» PROBLEM REQUIREMENTS
Only the number is needed: how many lines of the records include "Camino"?

☆ ☆ ☆

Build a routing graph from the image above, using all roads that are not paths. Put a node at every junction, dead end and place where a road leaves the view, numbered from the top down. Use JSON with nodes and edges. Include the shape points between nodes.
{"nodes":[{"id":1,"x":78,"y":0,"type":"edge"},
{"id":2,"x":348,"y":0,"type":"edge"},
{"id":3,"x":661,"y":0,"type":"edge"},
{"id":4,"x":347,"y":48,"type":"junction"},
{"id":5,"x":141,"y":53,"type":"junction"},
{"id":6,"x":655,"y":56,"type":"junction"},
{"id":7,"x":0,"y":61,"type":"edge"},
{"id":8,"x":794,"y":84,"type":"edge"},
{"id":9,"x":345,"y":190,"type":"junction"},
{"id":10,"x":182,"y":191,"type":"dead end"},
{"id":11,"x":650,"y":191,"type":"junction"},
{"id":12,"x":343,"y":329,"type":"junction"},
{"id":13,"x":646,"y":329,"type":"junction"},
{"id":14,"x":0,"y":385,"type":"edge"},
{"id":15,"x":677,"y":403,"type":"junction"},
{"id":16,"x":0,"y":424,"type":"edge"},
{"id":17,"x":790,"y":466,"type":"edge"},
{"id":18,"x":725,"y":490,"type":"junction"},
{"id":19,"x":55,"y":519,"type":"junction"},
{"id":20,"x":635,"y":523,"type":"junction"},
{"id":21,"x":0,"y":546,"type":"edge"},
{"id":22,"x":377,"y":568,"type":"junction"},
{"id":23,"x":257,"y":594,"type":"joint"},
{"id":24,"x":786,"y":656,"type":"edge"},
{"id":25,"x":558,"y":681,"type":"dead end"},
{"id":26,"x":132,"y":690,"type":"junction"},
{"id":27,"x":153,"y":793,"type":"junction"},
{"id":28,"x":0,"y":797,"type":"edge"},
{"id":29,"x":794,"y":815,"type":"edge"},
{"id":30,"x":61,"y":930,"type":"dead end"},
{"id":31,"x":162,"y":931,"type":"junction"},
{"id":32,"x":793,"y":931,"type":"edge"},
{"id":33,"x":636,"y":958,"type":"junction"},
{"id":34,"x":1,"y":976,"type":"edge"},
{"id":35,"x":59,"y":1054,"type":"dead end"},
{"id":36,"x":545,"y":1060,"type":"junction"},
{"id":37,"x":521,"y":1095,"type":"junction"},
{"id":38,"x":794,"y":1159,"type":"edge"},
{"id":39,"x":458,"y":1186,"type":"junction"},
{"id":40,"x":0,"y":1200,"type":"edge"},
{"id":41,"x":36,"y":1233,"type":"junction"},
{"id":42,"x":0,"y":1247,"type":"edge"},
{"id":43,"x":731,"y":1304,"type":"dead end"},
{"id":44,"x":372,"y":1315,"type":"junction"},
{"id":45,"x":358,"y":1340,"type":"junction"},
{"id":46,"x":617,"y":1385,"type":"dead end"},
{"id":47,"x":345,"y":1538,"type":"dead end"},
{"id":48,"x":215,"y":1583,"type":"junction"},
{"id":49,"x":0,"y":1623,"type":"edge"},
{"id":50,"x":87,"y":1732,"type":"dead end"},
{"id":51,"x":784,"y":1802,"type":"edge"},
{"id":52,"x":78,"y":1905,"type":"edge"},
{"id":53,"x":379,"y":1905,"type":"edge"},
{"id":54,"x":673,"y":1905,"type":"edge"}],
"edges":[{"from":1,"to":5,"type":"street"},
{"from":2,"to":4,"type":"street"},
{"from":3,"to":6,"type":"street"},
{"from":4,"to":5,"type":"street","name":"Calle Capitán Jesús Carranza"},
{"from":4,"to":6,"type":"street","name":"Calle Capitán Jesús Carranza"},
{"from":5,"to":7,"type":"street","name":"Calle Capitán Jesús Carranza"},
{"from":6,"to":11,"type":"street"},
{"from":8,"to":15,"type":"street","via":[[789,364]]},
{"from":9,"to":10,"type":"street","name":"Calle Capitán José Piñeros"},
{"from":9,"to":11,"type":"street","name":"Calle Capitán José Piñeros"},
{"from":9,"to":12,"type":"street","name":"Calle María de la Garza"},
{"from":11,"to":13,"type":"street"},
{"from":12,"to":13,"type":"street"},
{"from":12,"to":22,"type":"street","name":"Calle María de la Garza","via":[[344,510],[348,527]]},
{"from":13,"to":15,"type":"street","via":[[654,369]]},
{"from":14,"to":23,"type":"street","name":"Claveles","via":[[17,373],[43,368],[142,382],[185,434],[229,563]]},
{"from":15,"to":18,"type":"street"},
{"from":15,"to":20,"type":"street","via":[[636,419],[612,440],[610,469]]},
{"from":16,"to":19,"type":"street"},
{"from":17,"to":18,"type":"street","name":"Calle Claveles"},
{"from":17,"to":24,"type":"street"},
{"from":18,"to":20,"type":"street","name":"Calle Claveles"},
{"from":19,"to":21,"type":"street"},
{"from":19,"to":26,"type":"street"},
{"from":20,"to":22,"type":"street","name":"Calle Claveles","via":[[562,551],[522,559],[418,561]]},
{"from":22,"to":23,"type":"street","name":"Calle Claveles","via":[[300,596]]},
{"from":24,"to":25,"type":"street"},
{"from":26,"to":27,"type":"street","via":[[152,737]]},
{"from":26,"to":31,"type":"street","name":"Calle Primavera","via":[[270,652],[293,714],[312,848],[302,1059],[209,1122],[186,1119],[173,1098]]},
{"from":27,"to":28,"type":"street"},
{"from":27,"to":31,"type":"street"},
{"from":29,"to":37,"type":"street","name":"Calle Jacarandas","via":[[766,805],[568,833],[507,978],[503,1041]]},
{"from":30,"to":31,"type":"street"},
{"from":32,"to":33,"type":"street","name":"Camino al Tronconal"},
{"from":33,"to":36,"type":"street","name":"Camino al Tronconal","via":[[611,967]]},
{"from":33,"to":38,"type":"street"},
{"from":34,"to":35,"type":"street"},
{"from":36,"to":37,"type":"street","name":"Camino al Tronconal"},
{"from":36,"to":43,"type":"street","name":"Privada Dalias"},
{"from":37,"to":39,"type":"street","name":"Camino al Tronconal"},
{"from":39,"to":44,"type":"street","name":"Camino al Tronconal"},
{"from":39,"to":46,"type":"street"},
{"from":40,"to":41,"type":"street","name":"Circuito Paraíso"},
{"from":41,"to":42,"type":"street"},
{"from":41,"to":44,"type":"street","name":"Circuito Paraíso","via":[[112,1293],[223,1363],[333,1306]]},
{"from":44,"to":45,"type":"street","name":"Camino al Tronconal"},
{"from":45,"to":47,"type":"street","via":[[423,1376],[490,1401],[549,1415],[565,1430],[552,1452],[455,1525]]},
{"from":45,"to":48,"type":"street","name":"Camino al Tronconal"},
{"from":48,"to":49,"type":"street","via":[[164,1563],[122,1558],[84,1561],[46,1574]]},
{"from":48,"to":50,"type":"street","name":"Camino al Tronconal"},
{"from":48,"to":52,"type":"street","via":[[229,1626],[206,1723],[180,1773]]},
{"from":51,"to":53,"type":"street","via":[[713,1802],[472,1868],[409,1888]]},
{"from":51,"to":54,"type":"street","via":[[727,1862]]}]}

☆ ☆ ☆

» TASK RESULT
8